Nouvelle organisation politique

Le régime politique de l'Acte constitutionnel de 1791 est un régime représentatif, mais non responsable. Il est représentatif puisqu'il y a des élections pour former le gouvernement, mais il est non responsable puisque le chef de l'exécutif, le gouverneur, peut prendre des décisions contre l'avis de la majorité des représentants, donc du peuple. Il n'est donc pas responsable de ses actes devant le peuple qu'il gouverne. Il possède un droit de veto, ce qui veut dire qu'il peut renverser ou annuler une décision de la Chambre d'assemblée et du Conseil législatif.

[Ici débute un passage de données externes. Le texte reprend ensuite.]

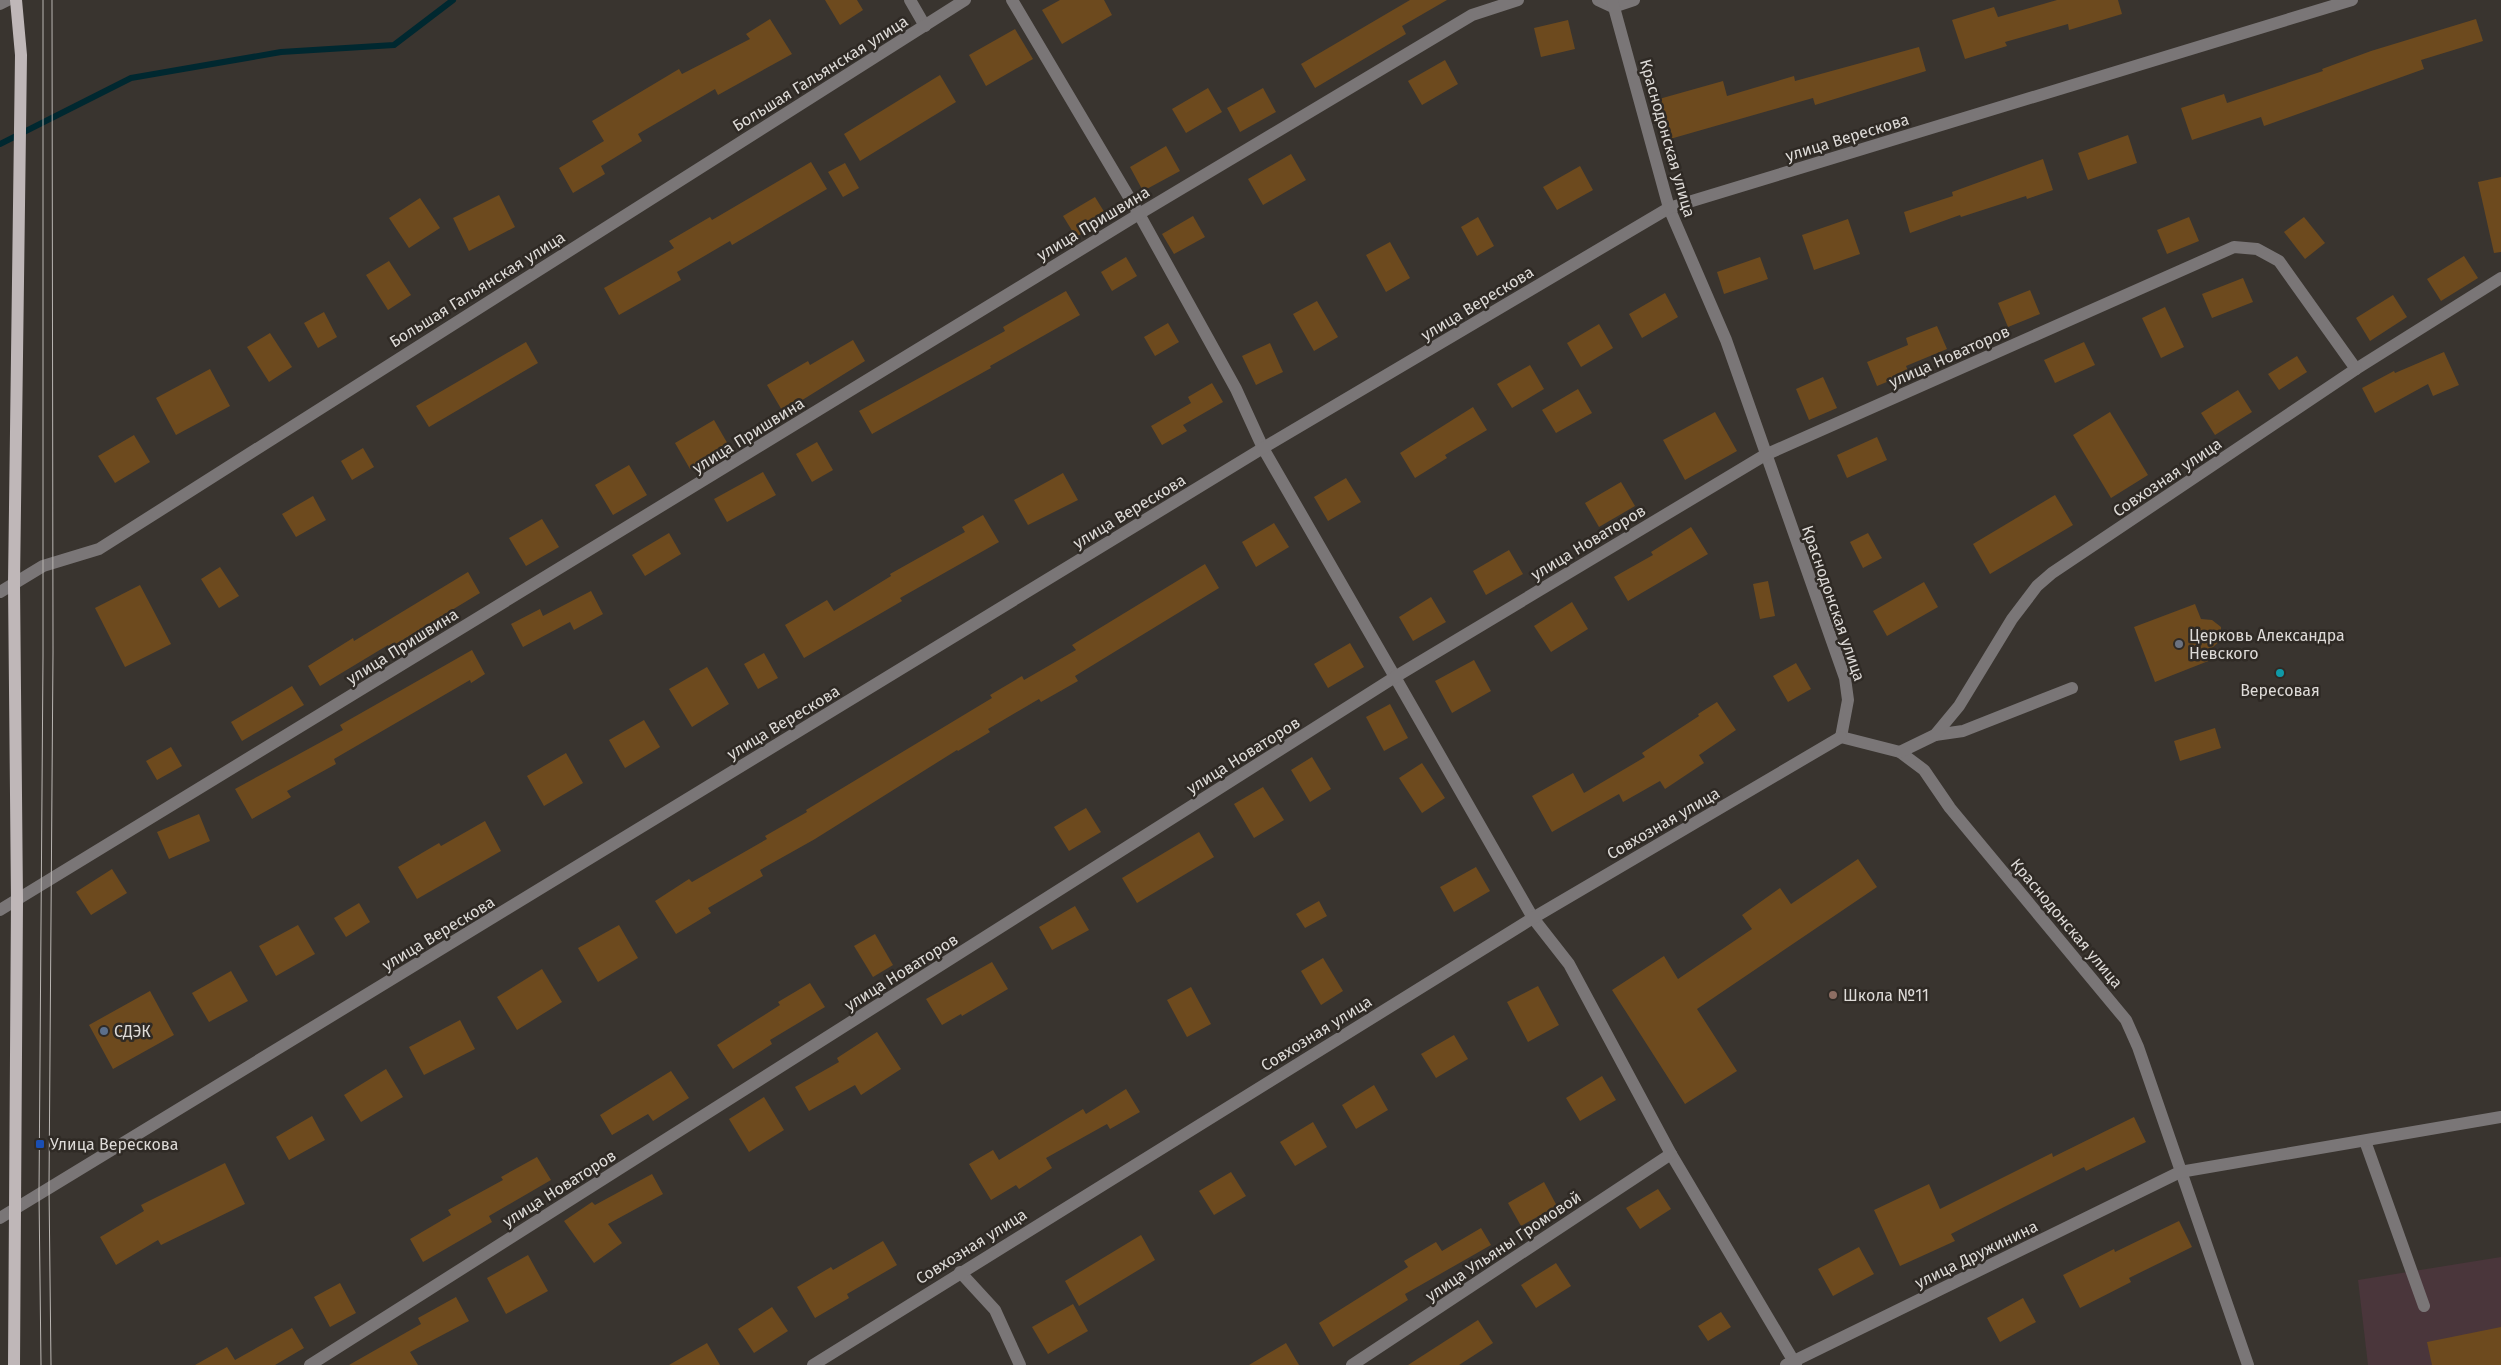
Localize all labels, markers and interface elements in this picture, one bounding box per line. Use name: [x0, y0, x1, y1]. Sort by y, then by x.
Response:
street label: Большая Гальянская улица: [729, 11, 912, 135]
street label: Краснодонская улица: [1636, 57, 1699, 219]
street label: улица Верескова: [1783, 110, 1911, 165]
street label: улица Пришвина: [1033, 182, 1153, 265]
street label: Большая Гальянская улица: [386, 227, 569, 351]
street label: улица Верескова: [1417, 262, 1537, 345]
street label: улица Новаторов: [1886, 321, 2013, 392]
street label: улица Пришвина: [689, 393, 808, 477]
street label: Совхозная улица: [2109, 434, 2225, 521]
street label: улица Верескова: [1069, 470, 1189, 553]
street label: улица Новаторов: [1528, 501, 1649, 584]
street label: Краснодонская улица: [1798, 523, 1869, 684]
street label: улица Пришвина: [343, 604, 462, 688]
place label: Церковь Александра Невского: [2189, 626, 2345, 663]
marker: Церковь Александра Невского: [2173, 638, 2185, 650]
marker: Вересовая: [2274, 667, 2286, 679]
street label: улица Верескова: [723, 681, 843, 764]
place label: Вересовая: [2240, 681, 2320, 700]
street label: улица Новаторов: [1183, 713, 1304, 798]
street label: Совхозная улица: [1603, 783, 1723, 863]
street label: Краснодонская улица: [2007, 855, 2126, 992]
street label: улица Верескова: [378, 892, 498, 975]
street label: улица Новаторов: [841, 930, 962, 1015]
place label: Школа №11: [1843, 986, 1929, 1005]
marker: Школа №11: [1827, 989, 1839, 1001]
street label: Совхозная улица: [1257, 992, 1375, 1075]
place label: СДЭК: [114, 1022, 151, 1041]
marker: СДЭК: [98, 1025, 110, 1037]
place label: Улица Верескова: [50, 1135, 178, 1154]
marker: Улица Верескова: [34, 1138, 46, 1150]
street label: улица Новаторов: [499, 1146, 620, 1231]
street label: улица Ульяны Громовой: [1422, 1187, 1585, 1306]
street label: Совхозная улица: [912, 1205, 1030, 1288]
street label: улица Дружинина: [1912, 1216, 2041, 1292]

Dans une monarchie constitutionnelle, un gouvernement responsable est un gouvernement dont les membres sont choisis parmi le parti politique majoritaire à la Chambre d'assemblée, donc élu par la population. Le gouvernement doit avoir la confiance de la Chambre, sans quoi il devra être remplacé. Les expressions "gouvernement responsable" et "responsabilité ministérielle" ont la même signification.


Schéma du gouvernement de l'Acte constitutionnel (cliquer pour agrandir)

La population de chaque province est donc appelée à voter pour désigner les députés qui forment la Chambre d'assemblée (ou Assemblée législative). Pour avoir le droit de vote, il faut être âgé d'au moins 21 ans et être propriétaire d'une terre (en campagne) ou d'une résidence (en ville). Hommes, femmes, Amérindiens, juifs et catholiques ont tous droit de voter, dans la mesure où ils respectent ces conditions. Les femmes auront le droit de voter jusqu'en 1849, année où ce droit leur est retiré. Les marchands britanniques du Bas-Canada s'opposeront à la condition de propriété puisque leurs avoirs sont principalement formés de capital et non de titres fonciers. Ils craignent que les Canadiens prennent le contrôle de toute l'assemblée à cause de cette clause.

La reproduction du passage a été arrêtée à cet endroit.